DATA LISTING START
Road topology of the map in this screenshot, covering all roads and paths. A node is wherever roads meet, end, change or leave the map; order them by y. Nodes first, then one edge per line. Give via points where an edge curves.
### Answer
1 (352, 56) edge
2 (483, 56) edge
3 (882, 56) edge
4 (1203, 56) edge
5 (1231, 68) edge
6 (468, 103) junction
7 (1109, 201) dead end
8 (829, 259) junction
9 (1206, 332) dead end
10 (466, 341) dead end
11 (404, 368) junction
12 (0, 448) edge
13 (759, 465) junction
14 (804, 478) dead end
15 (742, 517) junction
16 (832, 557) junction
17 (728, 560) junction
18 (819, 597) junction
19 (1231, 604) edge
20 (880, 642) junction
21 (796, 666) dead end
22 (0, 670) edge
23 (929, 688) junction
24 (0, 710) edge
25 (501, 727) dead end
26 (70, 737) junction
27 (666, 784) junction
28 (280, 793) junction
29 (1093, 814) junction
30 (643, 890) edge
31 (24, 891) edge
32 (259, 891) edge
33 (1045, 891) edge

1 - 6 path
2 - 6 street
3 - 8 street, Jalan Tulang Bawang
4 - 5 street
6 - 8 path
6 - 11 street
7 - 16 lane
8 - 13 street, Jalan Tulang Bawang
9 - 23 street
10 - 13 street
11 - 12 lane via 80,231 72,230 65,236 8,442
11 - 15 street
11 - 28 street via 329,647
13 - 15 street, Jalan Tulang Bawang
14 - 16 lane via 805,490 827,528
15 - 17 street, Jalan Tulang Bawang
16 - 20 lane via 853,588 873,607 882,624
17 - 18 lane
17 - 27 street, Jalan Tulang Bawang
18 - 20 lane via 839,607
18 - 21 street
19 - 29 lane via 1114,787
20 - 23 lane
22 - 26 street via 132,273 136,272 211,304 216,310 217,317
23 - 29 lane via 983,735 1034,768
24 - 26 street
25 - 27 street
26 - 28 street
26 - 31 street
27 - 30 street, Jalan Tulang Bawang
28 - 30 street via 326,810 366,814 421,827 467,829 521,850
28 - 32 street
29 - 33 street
DATA LISTING END
DATA LISTING START
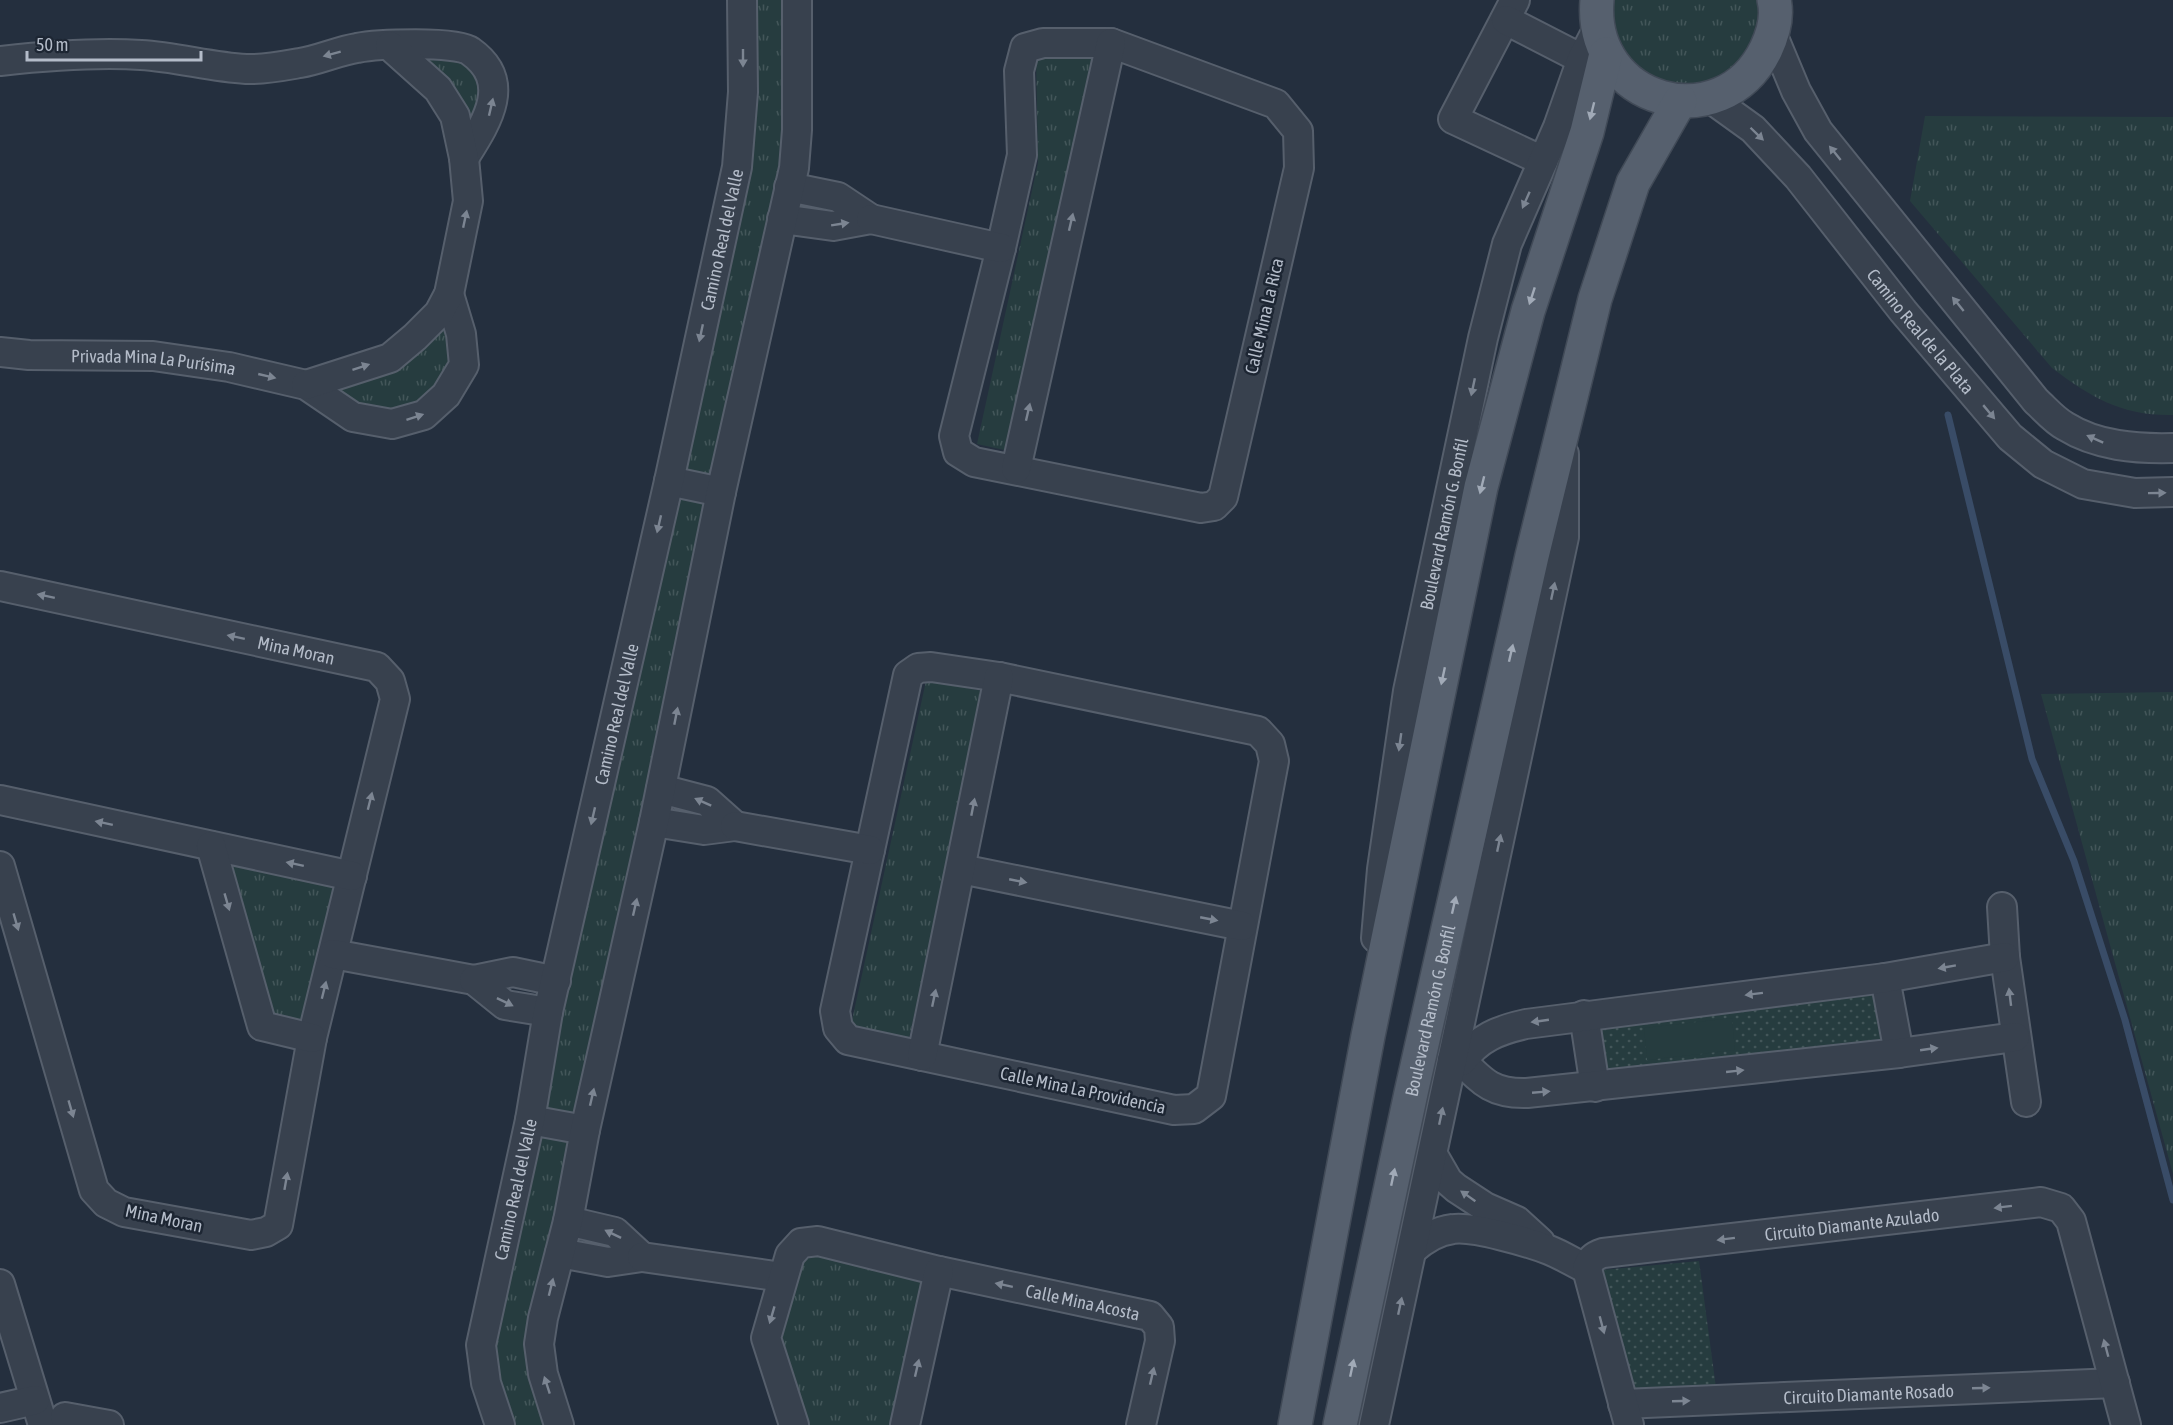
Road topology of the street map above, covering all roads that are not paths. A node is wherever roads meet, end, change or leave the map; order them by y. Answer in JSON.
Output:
DATA LISTING END
■ **WORK INSTRUCTIONS**:
Read the entries above and find each line holding the word "order". Copy it out.

■ **RESULT BELOW**:
Road topology of the map in this screenshot, covering all roads and paths. A node is wherever roads meet, end, change or leave the map; order them by y. Nodes first, then one edge per line. Give via points where an edge curves.
Road topology of the street map above, covering all roads that are not paths. A node is wherever roads meet, end, change or leave the map; order them by y. Answer in JSON.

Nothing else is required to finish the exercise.